From: 李杰(慎追) <adger(dot)lj(at)alibaba-inc(dot)com>
To: "pgsql-hackers" <pgsql-hackers(at)lists(dot)postgresql(dot)org>
Subject: Bug about drop index concurrently
Date: 2019-10-16 08:34:31
Message-ID: cd1b1f74-b3ba-4df7-9355-9df2057b7724.adger.lj@alibaba-inc.com
Views: Raw Message | Whole Thread | Download mbox | Resend email
Thread:
Lists: pgsql-hackers


Hi hackers,

In recently, I discovered a postgres bug, and I hope I can ask you for the best solution.
The problem is as follows:

postgres=# explain analyze select * from xxx where a=500;
ERROR: could not open relation with OID 25989
The structure of my table is as follows:
postgres=# \d xxx
Table "public.xxx"
Column | Type | Collation | Nullable | Default
--------+---------+-----------+----------+---------
a | integer | | |
b | text | | |

postgres=# select count(*) from xxx;
count
--------
800000
(1 row)

postgres=# select * from xxx limit 3;

a | b
---+----------------------------------
1 | 203c51477570aa517cfa317155dcc52c
2 | b58da31baa5c78fee4642fd398bd5909
3 | c7c475bf0a3ca2fc2afc4812a4d44c58

I opened the log file and saw that the index of table xxx was deleted,

postgres=# drop index CONCURRENTLY idx_xxx ;
DROP INDEX

In order to reproduce this bug, I created and deleted the index again and again on the master.
What is hard to understand is that this bug cannot be repeated 100%.
I wrote a script that loops over the master and runs the following two sentences.

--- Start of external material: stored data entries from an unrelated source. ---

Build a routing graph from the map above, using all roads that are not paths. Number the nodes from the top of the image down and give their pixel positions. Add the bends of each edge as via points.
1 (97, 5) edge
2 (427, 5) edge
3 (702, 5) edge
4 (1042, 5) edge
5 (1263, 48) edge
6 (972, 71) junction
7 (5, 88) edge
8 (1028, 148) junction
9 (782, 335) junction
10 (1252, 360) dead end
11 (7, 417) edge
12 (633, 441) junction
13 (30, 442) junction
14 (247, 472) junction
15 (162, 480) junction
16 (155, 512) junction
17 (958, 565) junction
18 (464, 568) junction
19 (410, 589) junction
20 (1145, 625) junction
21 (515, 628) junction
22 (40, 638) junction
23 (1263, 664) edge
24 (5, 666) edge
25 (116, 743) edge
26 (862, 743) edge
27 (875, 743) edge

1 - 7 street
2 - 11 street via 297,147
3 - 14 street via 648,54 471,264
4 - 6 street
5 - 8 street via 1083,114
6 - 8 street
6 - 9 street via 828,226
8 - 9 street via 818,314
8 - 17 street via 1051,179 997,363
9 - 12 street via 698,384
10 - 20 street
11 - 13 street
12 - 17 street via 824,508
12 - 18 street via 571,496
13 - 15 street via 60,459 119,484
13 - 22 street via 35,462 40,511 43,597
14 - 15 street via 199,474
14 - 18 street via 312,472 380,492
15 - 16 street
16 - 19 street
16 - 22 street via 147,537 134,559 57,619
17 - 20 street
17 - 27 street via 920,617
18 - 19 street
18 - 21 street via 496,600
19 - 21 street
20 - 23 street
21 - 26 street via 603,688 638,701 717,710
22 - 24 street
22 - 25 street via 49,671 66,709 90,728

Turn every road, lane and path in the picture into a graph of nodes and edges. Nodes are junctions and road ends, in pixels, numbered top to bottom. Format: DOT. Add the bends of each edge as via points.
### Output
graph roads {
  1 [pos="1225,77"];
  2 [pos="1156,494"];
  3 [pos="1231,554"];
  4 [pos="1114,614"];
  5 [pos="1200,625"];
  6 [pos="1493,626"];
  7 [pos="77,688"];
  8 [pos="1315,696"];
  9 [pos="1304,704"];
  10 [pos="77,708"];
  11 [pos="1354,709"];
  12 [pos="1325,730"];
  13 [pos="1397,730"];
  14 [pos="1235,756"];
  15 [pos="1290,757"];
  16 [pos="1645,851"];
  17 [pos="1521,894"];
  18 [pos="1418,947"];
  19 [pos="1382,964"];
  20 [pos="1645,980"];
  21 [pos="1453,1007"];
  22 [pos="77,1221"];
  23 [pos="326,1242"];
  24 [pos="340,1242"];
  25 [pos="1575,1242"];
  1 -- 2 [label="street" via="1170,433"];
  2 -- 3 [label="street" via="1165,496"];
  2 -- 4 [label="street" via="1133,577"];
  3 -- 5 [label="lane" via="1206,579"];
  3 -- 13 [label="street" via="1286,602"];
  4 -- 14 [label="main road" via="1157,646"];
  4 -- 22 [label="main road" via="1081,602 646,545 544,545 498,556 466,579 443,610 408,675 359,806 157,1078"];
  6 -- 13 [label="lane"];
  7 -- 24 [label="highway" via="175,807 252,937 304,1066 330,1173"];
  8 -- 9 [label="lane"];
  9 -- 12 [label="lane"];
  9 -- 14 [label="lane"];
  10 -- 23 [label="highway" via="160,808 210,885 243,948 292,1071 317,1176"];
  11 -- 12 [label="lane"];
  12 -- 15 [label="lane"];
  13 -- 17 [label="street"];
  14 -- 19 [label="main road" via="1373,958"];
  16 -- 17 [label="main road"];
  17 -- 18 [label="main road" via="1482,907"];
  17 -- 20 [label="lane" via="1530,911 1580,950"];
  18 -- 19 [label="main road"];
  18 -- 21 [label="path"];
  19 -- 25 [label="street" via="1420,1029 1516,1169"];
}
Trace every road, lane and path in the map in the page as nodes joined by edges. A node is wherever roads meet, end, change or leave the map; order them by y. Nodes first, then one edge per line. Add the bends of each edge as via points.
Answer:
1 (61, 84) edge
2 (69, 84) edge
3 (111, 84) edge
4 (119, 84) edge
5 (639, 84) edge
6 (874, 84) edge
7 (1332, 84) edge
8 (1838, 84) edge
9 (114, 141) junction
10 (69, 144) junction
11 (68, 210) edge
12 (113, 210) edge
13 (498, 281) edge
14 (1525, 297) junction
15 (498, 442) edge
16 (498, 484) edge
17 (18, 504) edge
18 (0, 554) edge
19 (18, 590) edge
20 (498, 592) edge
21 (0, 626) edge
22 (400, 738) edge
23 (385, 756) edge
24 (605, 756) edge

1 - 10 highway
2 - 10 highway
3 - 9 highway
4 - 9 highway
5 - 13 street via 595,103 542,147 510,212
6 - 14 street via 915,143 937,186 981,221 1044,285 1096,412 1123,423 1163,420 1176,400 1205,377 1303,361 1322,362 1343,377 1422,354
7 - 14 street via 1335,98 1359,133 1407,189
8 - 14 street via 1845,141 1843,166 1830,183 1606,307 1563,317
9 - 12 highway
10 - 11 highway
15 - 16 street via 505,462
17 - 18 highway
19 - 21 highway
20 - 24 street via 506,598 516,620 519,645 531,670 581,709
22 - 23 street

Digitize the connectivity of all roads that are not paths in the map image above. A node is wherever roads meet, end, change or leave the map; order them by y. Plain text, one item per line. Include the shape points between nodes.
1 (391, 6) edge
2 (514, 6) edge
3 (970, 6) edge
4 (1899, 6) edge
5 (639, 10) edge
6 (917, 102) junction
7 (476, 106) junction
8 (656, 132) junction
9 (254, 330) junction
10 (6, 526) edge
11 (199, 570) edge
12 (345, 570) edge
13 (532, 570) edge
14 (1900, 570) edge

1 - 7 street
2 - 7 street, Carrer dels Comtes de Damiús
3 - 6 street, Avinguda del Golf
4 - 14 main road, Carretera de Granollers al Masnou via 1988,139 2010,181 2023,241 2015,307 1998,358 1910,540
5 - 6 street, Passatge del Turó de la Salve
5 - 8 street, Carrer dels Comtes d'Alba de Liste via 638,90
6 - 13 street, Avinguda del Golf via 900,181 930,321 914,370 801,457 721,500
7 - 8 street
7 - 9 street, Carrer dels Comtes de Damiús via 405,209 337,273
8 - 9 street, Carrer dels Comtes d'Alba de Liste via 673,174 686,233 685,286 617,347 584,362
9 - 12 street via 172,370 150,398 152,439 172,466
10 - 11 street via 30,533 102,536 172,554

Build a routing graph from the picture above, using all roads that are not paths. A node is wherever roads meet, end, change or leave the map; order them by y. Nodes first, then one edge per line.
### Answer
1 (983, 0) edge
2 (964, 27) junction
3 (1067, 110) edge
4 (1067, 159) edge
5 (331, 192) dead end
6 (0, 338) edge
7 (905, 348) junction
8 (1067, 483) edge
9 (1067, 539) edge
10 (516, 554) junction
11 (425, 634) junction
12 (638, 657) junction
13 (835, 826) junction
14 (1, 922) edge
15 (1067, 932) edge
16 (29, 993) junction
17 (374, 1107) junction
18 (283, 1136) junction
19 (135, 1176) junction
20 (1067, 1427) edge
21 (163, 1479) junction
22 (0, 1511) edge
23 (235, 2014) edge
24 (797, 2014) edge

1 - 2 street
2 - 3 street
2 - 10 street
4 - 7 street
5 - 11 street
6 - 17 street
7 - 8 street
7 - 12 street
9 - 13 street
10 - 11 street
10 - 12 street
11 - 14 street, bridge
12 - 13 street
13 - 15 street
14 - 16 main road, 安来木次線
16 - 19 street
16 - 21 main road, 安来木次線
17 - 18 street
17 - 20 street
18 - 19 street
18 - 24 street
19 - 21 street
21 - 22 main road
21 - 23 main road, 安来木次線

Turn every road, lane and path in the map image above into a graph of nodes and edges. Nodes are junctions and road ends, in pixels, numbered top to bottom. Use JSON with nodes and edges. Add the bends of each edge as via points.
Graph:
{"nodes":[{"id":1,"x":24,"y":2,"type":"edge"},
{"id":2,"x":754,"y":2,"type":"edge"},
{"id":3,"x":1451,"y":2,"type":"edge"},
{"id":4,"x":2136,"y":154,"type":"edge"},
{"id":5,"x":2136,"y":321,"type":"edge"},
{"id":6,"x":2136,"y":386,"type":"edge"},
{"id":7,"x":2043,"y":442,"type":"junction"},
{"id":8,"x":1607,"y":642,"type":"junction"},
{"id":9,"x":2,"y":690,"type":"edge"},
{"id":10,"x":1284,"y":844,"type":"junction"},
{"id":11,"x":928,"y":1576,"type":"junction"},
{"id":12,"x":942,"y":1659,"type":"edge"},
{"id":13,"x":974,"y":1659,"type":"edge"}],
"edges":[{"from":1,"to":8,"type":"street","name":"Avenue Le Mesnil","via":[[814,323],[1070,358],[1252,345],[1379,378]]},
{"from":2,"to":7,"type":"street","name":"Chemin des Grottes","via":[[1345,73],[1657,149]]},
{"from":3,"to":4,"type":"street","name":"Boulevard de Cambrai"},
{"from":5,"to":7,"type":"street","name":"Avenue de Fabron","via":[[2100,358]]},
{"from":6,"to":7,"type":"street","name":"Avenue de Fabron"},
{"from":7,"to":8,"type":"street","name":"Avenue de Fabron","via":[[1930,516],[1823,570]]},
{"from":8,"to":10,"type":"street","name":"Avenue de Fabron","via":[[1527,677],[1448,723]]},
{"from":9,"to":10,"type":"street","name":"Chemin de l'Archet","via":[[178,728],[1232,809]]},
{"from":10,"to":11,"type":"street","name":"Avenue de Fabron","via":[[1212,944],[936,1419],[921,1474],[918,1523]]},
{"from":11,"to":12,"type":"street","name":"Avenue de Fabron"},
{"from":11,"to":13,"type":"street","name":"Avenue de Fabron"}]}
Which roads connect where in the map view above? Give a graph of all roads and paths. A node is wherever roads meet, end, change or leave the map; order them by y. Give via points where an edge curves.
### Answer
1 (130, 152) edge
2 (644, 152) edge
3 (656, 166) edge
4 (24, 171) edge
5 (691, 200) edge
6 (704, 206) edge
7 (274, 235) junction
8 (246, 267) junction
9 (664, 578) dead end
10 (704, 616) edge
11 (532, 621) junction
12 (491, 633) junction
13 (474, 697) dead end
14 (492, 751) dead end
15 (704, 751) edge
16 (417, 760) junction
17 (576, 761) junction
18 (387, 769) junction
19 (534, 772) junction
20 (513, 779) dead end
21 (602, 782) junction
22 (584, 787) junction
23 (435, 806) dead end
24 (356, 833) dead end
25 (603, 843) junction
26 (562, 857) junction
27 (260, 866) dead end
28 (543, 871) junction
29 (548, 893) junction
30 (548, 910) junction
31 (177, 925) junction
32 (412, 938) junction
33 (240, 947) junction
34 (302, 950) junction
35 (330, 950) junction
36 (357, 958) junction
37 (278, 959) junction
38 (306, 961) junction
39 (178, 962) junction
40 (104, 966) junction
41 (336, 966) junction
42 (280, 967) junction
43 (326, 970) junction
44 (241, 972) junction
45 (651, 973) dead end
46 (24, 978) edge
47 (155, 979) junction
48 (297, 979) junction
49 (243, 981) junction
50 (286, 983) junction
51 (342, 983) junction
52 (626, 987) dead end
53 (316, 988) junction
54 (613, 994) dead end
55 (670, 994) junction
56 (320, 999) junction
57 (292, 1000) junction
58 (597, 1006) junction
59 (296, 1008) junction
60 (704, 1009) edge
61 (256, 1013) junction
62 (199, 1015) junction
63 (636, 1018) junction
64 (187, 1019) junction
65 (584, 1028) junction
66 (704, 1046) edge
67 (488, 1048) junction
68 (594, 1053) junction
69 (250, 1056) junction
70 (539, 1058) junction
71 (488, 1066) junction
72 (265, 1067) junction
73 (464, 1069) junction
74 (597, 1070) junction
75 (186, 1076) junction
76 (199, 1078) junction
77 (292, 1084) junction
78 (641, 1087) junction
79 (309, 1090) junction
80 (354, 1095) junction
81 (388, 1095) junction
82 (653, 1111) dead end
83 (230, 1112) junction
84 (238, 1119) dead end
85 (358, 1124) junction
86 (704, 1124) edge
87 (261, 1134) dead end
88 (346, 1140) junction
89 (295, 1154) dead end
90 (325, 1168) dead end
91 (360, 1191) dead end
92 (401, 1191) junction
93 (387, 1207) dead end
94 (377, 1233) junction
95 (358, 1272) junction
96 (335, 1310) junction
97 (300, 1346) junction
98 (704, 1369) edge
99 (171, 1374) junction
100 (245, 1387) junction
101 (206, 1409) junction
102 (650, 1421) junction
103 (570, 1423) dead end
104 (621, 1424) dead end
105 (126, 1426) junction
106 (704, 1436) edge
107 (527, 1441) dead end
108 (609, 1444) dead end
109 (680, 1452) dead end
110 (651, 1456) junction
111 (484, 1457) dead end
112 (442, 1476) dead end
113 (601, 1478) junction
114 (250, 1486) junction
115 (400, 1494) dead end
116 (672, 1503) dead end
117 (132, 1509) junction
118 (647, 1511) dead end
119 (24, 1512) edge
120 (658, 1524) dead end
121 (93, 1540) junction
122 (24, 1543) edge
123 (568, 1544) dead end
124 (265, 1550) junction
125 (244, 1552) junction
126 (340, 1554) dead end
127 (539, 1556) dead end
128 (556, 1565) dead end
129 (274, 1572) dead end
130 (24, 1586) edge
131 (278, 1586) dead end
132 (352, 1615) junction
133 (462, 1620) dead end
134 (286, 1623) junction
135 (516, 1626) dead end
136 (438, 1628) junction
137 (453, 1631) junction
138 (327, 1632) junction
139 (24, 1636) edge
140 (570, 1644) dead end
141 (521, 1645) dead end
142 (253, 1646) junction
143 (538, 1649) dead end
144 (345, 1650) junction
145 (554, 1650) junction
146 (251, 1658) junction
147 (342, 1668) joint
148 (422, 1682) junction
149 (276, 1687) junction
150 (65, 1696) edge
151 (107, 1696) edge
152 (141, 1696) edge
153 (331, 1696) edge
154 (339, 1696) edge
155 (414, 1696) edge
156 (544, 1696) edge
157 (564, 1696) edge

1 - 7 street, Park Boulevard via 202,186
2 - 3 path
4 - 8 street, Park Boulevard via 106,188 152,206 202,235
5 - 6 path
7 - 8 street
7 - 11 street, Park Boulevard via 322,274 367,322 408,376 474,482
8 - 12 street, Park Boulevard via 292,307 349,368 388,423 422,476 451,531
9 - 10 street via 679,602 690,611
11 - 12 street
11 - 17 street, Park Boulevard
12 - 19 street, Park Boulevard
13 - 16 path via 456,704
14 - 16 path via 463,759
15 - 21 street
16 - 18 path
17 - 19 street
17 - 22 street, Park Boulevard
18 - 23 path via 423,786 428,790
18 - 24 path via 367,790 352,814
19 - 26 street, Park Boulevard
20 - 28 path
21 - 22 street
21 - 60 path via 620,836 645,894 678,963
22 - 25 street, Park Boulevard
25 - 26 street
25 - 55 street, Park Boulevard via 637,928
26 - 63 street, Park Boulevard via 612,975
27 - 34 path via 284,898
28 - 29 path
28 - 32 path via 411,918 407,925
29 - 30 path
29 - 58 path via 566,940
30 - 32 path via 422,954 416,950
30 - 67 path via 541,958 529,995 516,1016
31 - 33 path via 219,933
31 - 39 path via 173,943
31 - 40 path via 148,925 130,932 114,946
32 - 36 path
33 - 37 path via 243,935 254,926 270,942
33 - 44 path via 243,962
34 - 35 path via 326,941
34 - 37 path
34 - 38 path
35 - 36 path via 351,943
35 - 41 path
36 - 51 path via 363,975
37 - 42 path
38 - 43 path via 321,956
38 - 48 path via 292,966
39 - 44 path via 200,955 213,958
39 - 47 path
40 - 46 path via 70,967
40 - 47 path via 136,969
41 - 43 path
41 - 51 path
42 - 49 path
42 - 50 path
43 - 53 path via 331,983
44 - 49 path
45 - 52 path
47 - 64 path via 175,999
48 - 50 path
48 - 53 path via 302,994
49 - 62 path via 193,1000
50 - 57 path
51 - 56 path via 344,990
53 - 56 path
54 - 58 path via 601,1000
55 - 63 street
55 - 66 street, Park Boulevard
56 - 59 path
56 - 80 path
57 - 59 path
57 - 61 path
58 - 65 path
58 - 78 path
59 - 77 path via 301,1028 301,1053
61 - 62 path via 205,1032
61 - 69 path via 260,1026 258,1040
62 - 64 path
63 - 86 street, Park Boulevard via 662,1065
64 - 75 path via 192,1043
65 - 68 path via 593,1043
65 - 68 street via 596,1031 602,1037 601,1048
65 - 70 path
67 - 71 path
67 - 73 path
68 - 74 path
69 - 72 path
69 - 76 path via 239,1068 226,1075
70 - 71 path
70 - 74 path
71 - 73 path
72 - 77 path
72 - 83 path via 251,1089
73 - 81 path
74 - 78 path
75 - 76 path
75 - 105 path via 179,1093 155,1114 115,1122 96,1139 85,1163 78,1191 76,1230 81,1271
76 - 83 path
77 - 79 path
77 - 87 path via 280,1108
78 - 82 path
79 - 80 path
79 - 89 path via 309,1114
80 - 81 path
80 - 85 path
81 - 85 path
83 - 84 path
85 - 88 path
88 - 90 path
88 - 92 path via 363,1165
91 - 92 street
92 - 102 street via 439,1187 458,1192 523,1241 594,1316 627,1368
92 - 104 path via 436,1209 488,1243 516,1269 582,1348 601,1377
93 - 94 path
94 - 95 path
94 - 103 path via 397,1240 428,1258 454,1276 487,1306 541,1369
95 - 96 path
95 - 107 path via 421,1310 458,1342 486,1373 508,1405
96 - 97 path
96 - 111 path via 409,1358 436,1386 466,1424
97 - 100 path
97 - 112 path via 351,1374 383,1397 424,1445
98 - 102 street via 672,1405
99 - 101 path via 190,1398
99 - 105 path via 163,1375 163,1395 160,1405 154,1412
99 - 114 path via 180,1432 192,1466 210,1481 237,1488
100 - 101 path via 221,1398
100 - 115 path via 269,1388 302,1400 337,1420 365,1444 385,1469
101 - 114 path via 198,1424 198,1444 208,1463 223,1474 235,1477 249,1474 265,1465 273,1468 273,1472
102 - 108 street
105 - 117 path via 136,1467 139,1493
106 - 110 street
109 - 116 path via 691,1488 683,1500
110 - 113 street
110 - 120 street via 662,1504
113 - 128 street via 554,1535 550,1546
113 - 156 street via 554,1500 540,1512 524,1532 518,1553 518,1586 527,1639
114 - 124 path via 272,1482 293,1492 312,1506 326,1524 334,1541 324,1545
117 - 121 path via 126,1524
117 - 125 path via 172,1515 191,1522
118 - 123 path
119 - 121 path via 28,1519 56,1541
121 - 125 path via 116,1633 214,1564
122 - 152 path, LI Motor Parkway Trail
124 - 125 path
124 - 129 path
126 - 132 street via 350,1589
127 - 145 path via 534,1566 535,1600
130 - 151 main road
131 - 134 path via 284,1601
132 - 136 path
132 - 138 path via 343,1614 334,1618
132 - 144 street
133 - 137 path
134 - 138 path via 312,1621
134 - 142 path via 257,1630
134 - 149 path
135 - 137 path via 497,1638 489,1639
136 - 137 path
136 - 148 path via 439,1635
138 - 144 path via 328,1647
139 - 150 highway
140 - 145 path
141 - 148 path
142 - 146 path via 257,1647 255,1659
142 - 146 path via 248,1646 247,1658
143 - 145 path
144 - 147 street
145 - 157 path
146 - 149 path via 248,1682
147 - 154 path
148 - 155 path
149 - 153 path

postgres=# create index idx_xxx on xxx (a);
postgres=# drop index CONCURRENTLY idx_xxx ;
postgres=# create index idx_xxx on xxx (a);
postgres=# drop index CONCURRENTLY idx_xxx ;
...
...
...
At the same time, I started two clients in the standby,
respectively execute the following sql on the table xxx:

postgres=# explain analyze select * from xxx where a=500;
postgres=# \watch 0.1

After a few minutes, the bug will appear.

I finally confirmed my guess, I used an index scan in the standby query,
but deleted the index on the master at the same time.
Curious, I went to read the source code of Postgres. I found that
regular DROP INDEX commands imposes a AccessExclusiveLock on the table,
while drop index concurrently commands only used ShareUpdateExclusiveLock.

As we all know, only AccessExclusiveLock and AccessShareLock ,a select's lock ,
are mutually exclusive, and AccessShareLock can't block ShareUpdateExclusiveLock.
This is very weird and not desirable.

This is of course, developers must have thought of this, so we can see in the source
code, before the drop index concurrently, will wait for all transactions using this
index to wait for detection.

But this only exists on the master, my query is executed on the standby.
I use the pg_waldump tool to parse the wal file, and analyze the stantup process,
I found that there is no similar operation on the standby, so it will appear that
when I execute the query on the standby, the index will be deleted by others.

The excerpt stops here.